When you retype the data, keep every line exactly as it appears.

BEGIN SUPPLIED MATERIAL

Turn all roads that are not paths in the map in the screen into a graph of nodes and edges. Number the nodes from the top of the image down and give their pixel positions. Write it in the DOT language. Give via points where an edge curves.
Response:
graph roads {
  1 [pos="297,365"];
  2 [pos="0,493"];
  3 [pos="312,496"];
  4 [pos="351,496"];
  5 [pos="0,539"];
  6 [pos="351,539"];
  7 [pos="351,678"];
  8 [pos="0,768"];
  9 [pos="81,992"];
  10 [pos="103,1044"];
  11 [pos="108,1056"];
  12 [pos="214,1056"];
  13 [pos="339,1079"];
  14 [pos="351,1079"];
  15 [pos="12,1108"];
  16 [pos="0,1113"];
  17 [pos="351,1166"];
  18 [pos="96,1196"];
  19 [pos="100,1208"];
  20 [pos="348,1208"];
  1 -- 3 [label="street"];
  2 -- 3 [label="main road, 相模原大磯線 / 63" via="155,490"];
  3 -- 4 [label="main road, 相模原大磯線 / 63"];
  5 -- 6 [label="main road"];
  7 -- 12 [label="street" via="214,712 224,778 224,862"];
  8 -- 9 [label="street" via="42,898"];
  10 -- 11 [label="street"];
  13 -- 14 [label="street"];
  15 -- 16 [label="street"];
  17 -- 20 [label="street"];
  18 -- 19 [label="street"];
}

END SUPPLIED MATERIAL

◆ **EXERCISE OUTPUT**:
Turn all roads that are not paths in the map in the screen into a graph of nodes and edges. Number the nodes from the top of the image down and give their pixel positions. Write it in the DOT language. Give via points where an edge curves.
Response:
graph roads {
  1 [pos="297,365"];
  2 [pos="0,493"];
  3 [pos="312,496"];
  4 [pos="351,496"];
  5 [pos="0,539"];
  6 [pos="351,539"];
  7 [pos="351,678"];
  8 [pos="0,768"];
  9 [pos="81,992"];
  10 [pos="103,1044"];
  11 [pos="108,1056"];
  12 [pos="214,1056"];
  13 [pos="339,1079"];
  14 [pos="351,1079"];
  15 [pos="12,1108"];
  16 [pos="0,1113"];
  17 [pos="351,1166"];
  18 [pos="96,1196"];
  19 [pos="100,1208"];
  20 [pos="348,1208"];
  1 -- 3 [label="street"];
  2 -- 3 [label="main road, 相模原大磯線 / 63" via="155,490"];
  3 -- 4 [label="main road, 相模原大磯線 / 63"];
  5 -- 6 [label="main road"];
  7 -- 12 [label="street" via="214,712 224,778 224,862"];
  8 -- 9 [label="street" via="42,898"];
  10 -- 11 [label="street"];
  13 -- 14 [label="street"];
  15 -- 16 [label="street"];
  17 -- 20 [label="street"];
  18 -- 19 [label="street"];
}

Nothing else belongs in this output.